By Ed McLaughlin and Wyn Lydecker

I know I’ve been writing about openness and communication and honesty a lot, but bear with me. Previously, I’ve talked about the importance of honesty and openness with employees and clients, in life and at work. I believe they are the bedrock of success and that the most important place for honesty is with yourself. If we’re not honest with ourselves, how can we be honest with others?

More entrepreneurs have foundered on not being honest with themselves than on any other shoal. These shipwrecks take different forms, but under all of them lies a unifying failure point: lack of honesty with oneself.

When I say honesty with yourself, I mean being in touch with the reality of a situation:

When you are out of touch with the reality of a situation, and you let optimism guide your hand rather than prudence, then you are not being honest with yourself. Your business will suffer as a consequence.

When you know an employee is not living up to his charge, but you keep going, hoping he will straighten up and fly right of his own volition, you’re not being honest with yourself, the employee, or the situation. Your business will suffer.

When you’re convinced you have a brilliant product but don’t spend any time working to make it appealing to others – because it’s just so great – you’re not being honest with yourself, and your business will suffer.

When you think you can wear all the hats in your company without bringing specifically skilled people on board, you’re not being honest with yourself, and your business will suffer.
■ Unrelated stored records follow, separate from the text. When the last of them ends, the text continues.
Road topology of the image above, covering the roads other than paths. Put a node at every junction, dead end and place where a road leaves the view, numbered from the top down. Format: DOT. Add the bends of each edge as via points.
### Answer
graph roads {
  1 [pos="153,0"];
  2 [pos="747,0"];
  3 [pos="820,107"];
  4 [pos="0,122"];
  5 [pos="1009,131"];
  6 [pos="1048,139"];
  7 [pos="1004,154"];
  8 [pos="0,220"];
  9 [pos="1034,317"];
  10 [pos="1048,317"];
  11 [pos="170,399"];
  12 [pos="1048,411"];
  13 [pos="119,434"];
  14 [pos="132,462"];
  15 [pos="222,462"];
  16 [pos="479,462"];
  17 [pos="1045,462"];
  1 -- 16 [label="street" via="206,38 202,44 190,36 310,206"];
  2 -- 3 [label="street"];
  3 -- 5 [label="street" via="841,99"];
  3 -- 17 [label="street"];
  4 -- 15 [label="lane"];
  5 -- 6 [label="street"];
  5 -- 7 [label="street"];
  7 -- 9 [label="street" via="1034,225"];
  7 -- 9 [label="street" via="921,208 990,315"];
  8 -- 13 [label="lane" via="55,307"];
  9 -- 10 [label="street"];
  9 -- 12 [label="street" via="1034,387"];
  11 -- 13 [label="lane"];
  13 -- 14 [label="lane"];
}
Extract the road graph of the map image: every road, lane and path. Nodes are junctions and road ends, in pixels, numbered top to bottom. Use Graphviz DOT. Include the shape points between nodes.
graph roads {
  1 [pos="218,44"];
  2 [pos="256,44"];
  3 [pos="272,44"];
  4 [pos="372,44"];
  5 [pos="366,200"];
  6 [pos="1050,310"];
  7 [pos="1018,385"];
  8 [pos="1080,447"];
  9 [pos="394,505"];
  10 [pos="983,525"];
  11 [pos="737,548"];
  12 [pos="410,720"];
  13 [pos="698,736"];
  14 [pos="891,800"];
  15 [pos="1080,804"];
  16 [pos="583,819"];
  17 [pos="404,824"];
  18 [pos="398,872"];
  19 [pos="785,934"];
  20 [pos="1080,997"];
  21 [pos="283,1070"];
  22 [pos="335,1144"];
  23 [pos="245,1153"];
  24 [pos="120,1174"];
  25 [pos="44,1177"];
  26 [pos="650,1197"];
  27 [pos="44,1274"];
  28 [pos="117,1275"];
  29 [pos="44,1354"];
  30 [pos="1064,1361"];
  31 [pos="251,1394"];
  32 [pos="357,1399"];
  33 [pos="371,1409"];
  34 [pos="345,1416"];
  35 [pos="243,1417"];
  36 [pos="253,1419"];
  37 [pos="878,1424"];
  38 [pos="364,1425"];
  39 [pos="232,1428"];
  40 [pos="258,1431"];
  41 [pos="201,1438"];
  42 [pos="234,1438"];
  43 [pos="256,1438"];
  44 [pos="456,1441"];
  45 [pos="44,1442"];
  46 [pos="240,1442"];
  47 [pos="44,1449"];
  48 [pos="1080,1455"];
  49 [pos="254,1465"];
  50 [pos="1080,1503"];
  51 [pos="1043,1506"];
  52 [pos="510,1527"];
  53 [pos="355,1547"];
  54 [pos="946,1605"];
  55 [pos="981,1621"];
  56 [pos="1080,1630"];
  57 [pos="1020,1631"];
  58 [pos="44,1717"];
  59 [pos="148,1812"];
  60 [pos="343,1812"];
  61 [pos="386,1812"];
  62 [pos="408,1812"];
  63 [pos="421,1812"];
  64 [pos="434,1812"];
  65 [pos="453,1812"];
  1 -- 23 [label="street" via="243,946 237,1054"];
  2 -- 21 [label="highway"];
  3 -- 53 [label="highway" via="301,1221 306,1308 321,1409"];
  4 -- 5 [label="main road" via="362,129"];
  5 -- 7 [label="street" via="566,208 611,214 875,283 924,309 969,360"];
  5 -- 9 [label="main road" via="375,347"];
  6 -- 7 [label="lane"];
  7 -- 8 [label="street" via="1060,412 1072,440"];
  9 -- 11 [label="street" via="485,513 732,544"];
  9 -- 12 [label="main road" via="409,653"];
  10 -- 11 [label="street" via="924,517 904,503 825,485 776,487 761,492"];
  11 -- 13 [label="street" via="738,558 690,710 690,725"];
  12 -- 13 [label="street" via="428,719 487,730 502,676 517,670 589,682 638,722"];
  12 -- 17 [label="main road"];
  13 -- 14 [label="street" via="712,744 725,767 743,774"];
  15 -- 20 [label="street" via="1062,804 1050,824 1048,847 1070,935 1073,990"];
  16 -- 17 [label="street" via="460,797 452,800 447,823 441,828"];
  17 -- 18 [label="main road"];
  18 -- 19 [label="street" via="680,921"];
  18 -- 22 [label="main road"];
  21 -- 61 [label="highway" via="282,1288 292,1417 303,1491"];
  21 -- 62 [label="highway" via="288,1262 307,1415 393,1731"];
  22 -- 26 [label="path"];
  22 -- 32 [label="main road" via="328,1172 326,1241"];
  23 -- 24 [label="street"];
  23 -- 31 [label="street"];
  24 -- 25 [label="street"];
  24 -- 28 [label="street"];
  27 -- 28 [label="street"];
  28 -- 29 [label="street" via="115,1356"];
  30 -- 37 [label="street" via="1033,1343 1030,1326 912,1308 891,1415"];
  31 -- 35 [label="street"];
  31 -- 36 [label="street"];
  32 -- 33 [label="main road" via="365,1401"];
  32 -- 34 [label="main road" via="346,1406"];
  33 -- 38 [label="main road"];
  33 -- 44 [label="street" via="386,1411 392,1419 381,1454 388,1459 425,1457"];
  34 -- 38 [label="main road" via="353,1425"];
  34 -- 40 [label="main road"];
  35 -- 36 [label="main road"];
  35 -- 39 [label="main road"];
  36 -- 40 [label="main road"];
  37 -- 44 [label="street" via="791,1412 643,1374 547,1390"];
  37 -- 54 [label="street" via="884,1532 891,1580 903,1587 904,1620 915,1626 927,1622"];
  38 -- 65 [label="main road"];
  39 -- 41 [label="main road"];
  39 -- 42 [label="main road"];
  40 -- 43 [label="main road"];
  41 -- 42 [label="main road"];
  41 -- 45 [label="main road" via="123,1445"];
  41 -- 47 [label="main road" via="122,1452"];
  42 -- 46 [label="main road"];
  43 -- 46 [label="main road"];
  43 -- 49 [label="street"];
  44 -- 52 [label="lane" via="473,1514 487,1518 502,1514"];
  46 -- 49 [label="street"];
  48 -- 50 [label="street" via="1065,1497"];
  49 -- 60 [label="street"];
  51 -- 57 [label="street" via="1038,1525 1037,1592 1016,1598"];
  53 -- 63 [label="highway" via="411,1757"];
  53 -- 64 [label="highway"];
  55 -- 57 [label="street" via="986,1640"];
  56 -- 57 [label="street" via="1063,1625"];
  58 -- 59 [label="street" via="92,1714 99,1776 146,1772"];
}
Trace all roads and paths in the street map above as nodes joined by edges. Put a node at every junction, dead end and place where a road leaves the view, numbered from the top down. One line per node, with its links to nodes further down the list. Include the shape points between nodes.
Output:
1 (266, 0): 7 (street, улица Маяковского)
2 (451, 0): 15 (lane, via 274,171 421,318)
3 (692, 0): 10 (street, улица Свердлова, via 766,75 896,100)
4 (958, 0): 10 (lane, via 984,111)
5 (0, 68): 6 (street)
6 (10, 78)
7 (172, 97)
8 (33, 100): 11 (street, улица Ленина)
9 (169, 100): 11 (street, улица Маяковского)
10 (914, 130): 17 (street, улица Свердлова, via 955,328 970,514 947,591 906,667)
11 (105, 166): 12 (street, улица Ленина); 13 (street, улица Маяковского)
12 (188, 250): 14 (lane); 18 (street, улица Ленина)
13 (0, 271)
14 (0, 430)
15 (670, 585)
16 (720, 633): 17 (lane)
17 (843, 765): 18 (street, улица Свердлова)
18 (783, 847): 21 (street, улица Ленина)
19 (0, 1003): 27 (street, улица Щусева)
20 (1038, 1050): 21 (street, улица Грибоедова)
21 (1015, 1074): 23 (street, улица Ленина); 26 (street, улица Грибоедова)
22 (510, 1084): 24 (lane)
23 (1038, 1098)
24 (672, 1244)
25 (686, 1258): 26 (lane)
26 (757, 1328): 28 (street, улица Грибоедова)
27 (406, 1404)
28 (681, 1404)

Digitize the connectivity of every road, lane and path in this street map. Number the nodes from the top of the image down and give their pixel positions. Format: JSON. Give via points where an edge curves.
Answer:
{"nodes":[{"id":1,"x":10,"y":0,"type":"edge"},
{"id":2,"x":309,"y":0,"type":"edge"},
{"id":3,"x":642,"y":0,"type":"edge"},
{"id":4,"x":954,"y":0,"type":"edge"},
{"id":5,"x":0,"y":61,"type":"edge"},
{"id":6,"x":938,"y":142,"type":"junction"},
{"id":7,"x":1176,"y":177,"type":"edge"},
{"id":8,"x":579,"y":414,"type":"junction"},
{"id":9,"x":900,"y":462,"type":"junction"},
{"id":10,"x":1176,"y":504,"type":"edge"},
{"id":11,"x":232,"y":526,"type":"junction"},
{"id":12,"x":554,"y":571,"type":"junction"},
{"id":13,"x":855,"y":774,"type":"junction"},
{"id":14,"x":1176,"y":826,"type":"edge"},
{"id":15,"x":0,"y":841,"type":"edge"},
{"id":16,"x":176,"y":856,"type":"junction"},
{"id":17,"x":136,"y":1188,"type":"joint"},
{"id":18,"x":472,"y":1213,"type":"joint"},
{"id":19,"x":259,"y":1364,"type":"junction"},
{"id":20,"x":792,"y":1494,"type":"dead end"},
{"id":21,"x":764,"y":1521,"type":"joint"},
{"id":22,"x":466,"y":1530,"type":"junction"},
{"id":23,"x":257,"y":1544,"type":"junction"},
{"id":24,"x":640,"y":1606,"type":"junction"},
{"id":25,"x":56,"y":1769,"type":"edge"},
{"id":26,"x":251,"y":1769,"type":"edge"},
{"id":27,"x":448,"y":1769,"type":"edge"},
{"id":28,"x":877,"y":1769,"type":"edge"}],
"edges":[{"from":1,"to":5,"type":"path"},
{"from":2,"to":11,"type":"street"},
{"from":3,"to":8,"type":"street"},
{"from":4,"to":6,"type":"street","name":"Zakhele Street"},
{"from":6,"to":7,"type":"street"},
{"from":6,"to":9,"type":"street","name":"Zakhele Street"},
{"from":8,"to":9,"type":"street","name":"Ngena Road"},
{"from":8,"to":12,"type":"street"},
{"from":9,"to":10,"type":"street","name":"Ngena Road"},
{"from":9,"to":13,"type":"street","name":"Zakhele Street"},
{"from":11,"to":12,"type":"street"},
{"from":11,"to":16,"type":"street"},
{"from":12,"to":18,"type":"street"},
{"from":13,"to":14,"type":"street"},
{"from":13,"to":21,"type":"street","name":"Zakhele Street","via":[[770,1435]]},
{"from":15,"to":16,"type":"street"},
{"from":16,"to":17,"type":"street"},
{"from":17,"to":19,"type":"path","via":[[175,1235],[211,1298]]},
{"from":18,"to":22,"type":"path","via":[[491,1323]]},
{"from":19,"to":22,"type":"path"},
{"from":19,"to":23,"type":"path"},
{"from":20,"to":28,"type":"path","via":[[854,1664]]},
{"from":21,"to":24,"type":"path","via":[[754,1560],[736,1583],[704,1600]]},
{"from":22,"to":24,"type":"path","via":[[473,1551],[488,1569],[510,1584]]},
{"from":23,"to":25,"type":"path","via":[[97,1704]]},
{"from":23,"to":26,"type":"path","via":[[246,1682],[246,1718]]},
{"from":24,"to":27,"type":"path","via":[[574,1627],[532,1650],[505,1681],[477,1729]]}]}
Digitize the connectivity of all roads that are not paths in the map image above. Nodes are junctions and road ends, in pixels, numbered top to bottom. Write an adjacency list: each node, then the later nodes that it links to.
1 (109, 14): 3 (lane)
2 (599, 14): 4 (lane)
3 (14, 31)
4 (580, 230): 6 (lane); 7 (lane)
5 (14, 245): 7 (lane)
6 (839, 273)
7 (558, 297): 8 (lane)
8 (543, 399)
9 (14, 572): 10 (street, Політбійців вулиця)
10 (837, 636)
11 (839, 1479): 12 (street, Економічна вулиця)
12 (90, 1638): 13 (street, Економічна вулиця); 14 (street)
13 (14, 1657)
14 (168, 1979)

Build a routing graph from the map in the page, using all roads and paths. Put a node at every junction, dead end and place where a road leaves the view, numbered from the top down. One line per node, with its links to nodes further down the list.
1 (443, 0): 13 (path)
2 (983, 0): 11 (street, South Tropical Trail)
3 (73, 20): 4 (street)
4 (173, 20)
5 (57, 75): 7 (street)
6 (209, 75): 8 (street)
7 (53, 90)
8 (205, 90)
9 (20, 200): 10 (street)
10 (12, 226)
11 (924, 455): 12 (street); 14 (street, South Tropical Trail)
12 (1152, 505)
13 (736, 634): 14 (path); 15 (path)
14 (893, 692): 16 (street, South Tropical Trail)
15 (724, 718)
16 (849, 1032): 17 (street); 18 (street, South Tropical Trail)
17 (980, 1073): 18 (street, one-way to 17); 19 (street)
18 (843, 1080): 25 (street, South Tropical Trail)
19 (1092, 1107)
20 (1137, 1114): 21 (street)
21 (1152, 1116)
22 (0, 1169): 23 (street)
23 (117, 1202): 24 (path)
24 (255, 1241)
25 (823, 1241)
When you don’t take the time to look hard at your company’s problems because you don’t want to see yourself as their source, you’re not being honest with yourself, and your business will suffer.

You see the pattern.

More of these instances, you may notice, are about hoping for the best and ignoring reality. It’s nice to live in the imaginary world of the best case. Honesty is hard.

There are groups helping entrepreneurs and business owners become more honest with themselves. Aileron is an organization that helps business owners in immediate distress. One of their founders and top supporters is Clay Mathilde, who – after his own learning curve of ten years – sold his company, Iams dog food, to Procter and Gamble for $2.3 billion.

Their goal, as expressed in the New York Times article, A Survival Course for the Leaders of Companies in Pain, is to shorten the learning curve for business owners. A lot of that curve lies in learning to face the truth and your role in it. Some business owners come multiple times to the conference. As Aileron’s current president, Joni Fedders, says, “They hear what they are ready to hear,

[and] they come back when they are ready to hear more.”

So far, the problems I’m referring to are chronic – born of suboptimal decisions allowed to fester. Some problems we can’t see coming. We wake up in the morning on an otherwise normal day, and something terrible blindsides us. Some problems require specially trained eyes to see coming – like a finance officer or HR pro. Some, no one could have predicted. In responding to awful surprises, it’s imperative to be honest about where we and our companies stand.

As the head of your organization, you have the biggest responsibility. You’re the one who has to face the truth head on, and take the action that will help the company. Whether a chronic problem has been festering until today, or something bad is just around the corner, steel yourself to be brutally honest with yourself today and every day. It will save you and your company tremendous heartache.